The records below must be copied in full; omit the images.
....
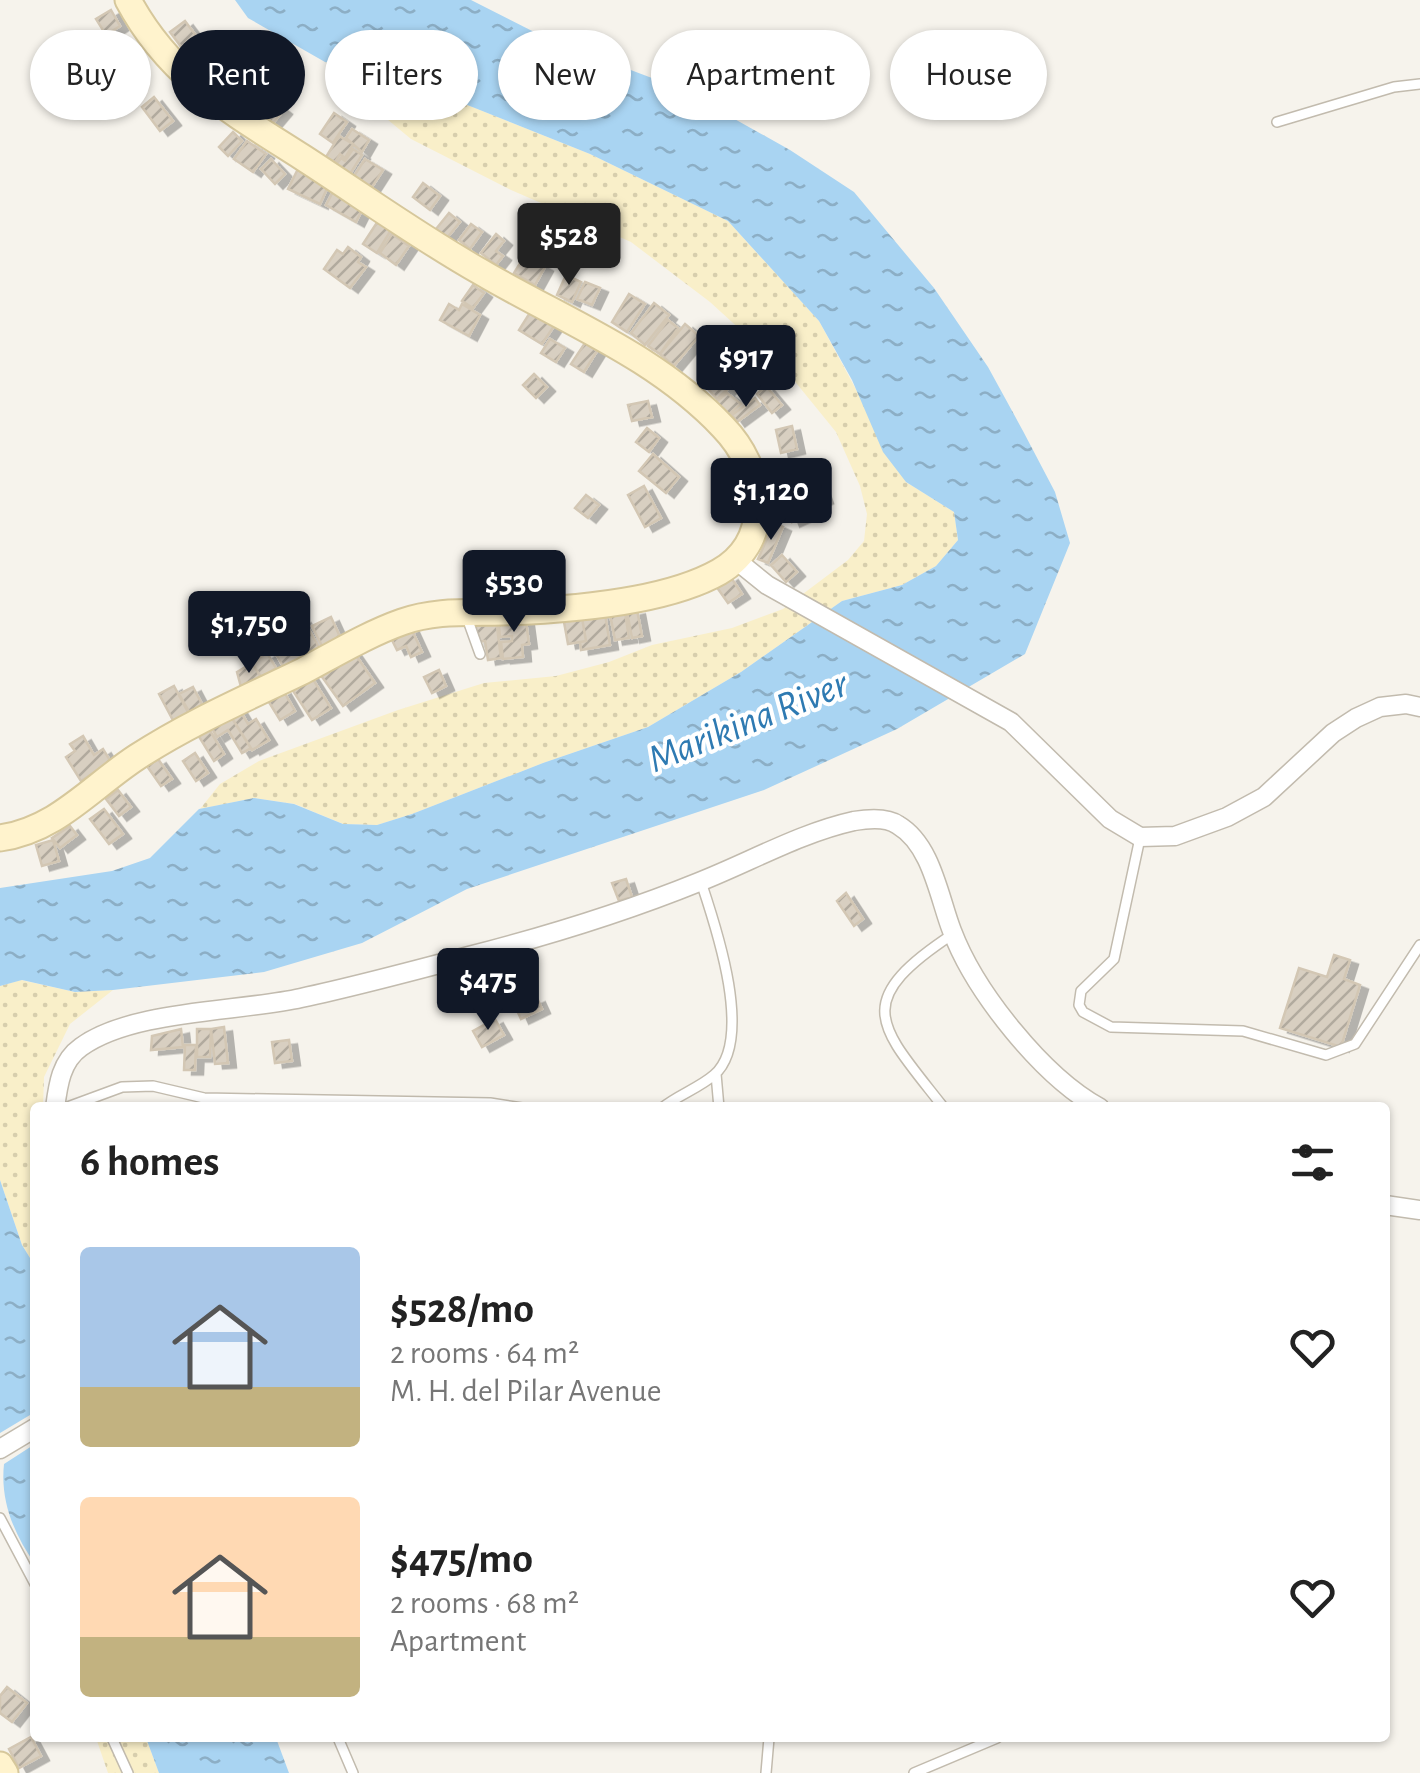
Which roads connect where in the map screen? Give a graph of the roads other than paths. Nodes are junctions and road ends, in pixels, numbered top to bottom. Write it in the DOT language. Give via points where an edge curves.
graph roads {
  1 [pos="128,0"];
  2 [pos="1420,84"];
  3 [pos="1277,122"];
  4 [pos="736,560"];
  5 [pos="466,612"];
  6 [pos="480,654"];
  7 [pos="1420,707"];
  8 [pos="1140,837"];
  9 [pos="0,838"];
  10 [pos="701,882"];
  11 [pos="953,934"];
  12 [pos="1420,945"];
  13 [pos="716,1074"];
  14 [pos="56,1102"];
  15 [pos="81,1102"];
  16 [pos="367,1102"];
  17 [pos="672,1102"];
  18 [pos="718,1102"];
  19 [pos="939,1102"];
  20 [pos="1092,1102"];
  21 [pos="1390,1206"];
  22 [pos="1420,1210"];
  23 [pos="30,1431"];
  24 [pos="2,1447"];
  25 [pos="0,1518"];
  26 [pos="30,1575"];
  27 [pos="114,1742"];
  28 [pos="340,1742"];
  29 [pos="769,1742"];
  30 [pos="988,1742"];
  31 [pos="0,1765"];
  32 [pos="5,1773"];
  33 [pos="128,1773"];
  34 [pos="353,1773"];
  35 [pos="766,1773"];
  36 [pos="914,1773"];
  1 -- 4 [label="street" via="156,47 206,94 475,269 652,365 722,425 754,475 759,500 758,523"];
  2 -- 3 [label="lane"];
  4 -- 5 [label="street" via="698,582 586,608"];
  4 -- 8 [label="street" via="779,592 985,706 1030,739 1110,819"];
  5 -- 6 [label="lane"];
  5 -- 9 [label="street" via="400,622 181,732 37,829"];
  7 -- 8 [label="street" via="1380,707 1356,718 1264,797 1227,817 1175,836"];
  8 -- 12 [label="lane" via="1114,959 1081,991 1082,1012 1111,1027 1242,1031 1326,1055 1340,1052 1355,1044"];
  10 -- 11 [label="street" via="820,831 880,820 898,825 927,860"];
  10 -- 13 [label="lane" via="730,983 726,1058"];
  10 -- 14 [label="street" via="434,966 299,999 108,1032 79,1048 62,1069"];
  11 -- 19 [label="lane" via="904,970 885,1007 892,1041"];
  11 -- 20 [label="street" via="1028,1049"];
  13 -- 17 [label="lane"];
  13 -- 18 [label="lane"];
  15 -- 16 [label="lane" via="122,1087 153,1086 204,1098"];
  21 -- 22 [label="street"];
  23 -- 24 [label="street"];
  25 -- 26 [label="lane"];
  27 -- 33 [label="lane"];
  28 -- 34 [label="lane"];
  29 -- 35 [label="lane"];
  30 -- 36 [label="lane"];
  31 -- 32 [label="street"];
}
....
Answer space>
Which roads connect where in the map screen? Give a graph of the roads other than paths. Nodes are junctions and road ends, in pixels, numbered top to bottom. Write it in the DOT language. Give via points where an edge curves.
graph roads {
  1 [pos="128,0"];
  2 [pos="1420,84"];
  3 [pos="1277,122"];
  4 [pos="736,560"];
  5 [pos="466,612"];
  6 [pos="480,654"];
  7 [pos="1420,707"];
  8 [pos="1140,837"];
  9 [pos="0,838"];
  10 [pos="701,882"];
  11 [pos="953,934"];
  12 [pos="1420,945"];
  13 [pos="716,1074"];
  14 [pos="56,1102"];
  15 [pos="81,1102"];
  16 [pos="367,1102"];
  17 [pos="672,1102"];
  18 [pos="718,1102"];
  19 [pos="939,1102"];
  20 [pos="1092,1102"];
  21 [pos="1390,1206"];
  22 [pos="1420,1210"];
  23 [pos="30,1431"];
  24 [pos="2,1447"];
  25 [pos="0,1518"];
  26 [pos="30,1575"];
  27 [pos="114,1742"];
  28 [pos="340,1742"];
  29 [pos="769,1742"];
  30 [pos="988,1742"];
  31 [pos="0,1765"];
  32 [pos="5,1773"];
  33 [pos="128,1773"];
  34 [pos="353,1773"];
  35 [pos="766,1773"];
  36 [pos="914,1773"];
  1 -- 4 [label="street" via="156,47 206,94 475,269 652,365 722,425 754,475 759,500 758,523"];
  2 -- 3 [label="lane"];
  4 -- 5 [label="street" via="698,582 586,608"];
  4 -- 8 [label="street" via="779,592 985,706 1030,739 1110,819"];
  5 -- 6 [label="lane"];
  5 -- 9 [label="street" via="400,622 181,732 37,829"];
  7 -- 8 [label="street" via="1380,707 1356,718 1264,797 1227,817 1175,836"];
  8 -- 12 [label="lane" via="1114,959 1081,991 1082,1012 1111,1027 1242,1031 1326,1055 1340,1052 1355,1044"];
  10 -- 11 [label="street" via="820,831 880,820 898,825 927,860"];
  10 -- 13 [label="lane" via="730,983 726,1058"];
  10 -- 14 [label="street" via="434,966 299,999 108,1032 79,1048 62,1069"];
  11 -- 19 [label="lane" via="904,970 885,1007 892,1041"];
  11 -- 20 [label="street" via="1028,1049"];
  13 -- 17 [label="lane"];
  13 -- 18 [label="lane"];
  15 -- 16 [label="lane" via="122,1087 153,1086 204,1098"];
  21 -- 22 [label="street"];
  23 -- 24 [label="street"];
  25 -- 26 [label="lane"];
  27 -- 33 [label="lane"];
  28 -- 34 [label="lane"];
  29 -- 35 [label="lane"];
  30 -- 36 [label="lane"];
  31 -- 32 [label="street"];
}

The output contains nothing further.